** What is needed **
Each line of the material must be repeated precisely, with the pictures left out.

*** Opening Supplied material ***

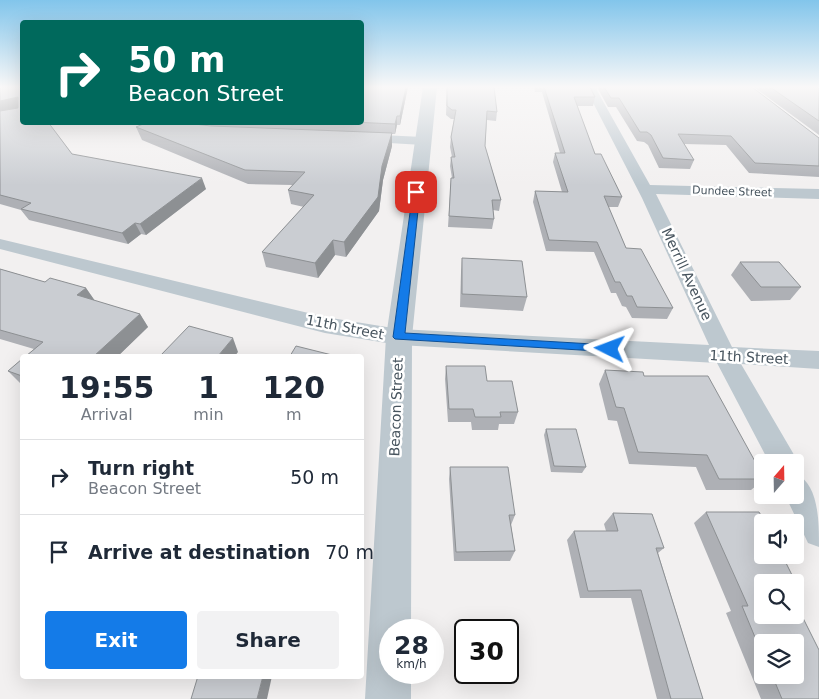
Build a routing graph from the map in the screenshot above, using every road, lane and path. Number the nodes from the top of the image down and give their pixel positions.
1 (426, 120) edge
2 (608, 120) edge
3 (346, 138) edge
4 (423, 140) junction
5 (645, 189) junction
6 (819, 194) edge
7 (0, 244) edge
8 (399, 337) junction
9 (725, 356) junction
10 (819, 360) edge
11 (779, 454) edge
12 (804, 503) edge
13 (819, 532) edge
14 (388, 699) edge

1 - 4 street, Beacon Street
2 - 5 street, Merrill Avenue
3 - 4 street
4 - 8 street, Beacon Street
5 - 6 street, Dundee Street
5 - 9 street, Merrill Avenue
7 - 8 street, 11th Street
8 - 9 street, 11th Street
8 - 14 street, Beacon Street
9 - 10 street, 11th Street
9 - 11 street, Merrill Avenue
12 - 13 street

*** Closing Supplied material ***

** Worked solution **
Build a routing graph from the map in the screenshot above, using every road, lane and path. Number the nodes from the top of the image down and give their pixel positions.
1 (426, 120) edge
2 (608, 120) edge
3 (346, 138) edge
4 (423, 140) junction
5 (645, 189) junction
6 (819, 194) edge
7 (0, 244) edge
8 (399, 337) junction
9 (725, 356) junction
10 (819, 360) edge
11 (779, 454) edge
12 (804, 503) edge
13 (819, 532) edge
14 (388, 699) edge

1 - 4 street, Beacon Street
2 - 5 street, Merrill Avenue
3 - 4 street
4 - 8 street, Beacon Street
5 - 6 street, Dundee Street
5 - 9 street, Merrill Avenue
7 - 8 street, 11th Street
8 - 9 street, 11th Street
8 - 14 street, Beacon Street
9 - 10 street, 11th Street
9 - 11 street, Merrill Avenue
12 - 13 street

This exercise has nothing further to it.